Below is a set of entries. Reproduce exactly the lines from the one containing "ring dip: (193, 126)" through the end, both included.

** Supplied entries follows **

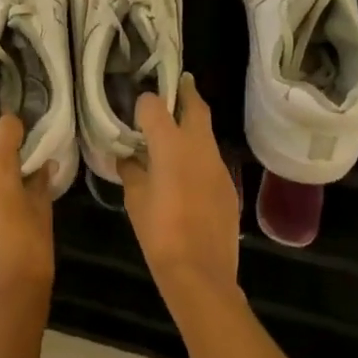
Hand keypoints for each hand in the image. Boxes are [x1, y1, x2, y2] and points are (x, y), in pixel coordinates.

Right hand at [122, 75, 241, 310]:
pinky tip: (187, 174)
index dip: (145, 103)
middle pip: (195, 106)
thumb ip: (131, 171)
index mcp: (170, 144)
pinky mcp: (228, 186)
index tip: (137, 109)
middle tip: (176, 84)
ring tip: (176, 133)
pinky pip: (212, 160)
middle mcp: (198, 146)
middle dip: (185, 92)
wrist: (201, 273)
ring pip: (206, 133)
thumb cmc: (159, 232)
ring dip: (193, 126)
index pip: (155, 105)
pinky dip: (199, 156)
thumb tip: (128, 158)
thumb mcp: (134, 199)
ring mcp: (218, 165)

** End of Supplied entries **

§ **Your solution**:
ring dip: (193, 126)
index pip: (155, 105)
pinky dip: (199, 156)
thumb tip: (128, 158)
thumb mcp: (134, 199)
ring mcp: (218, 165)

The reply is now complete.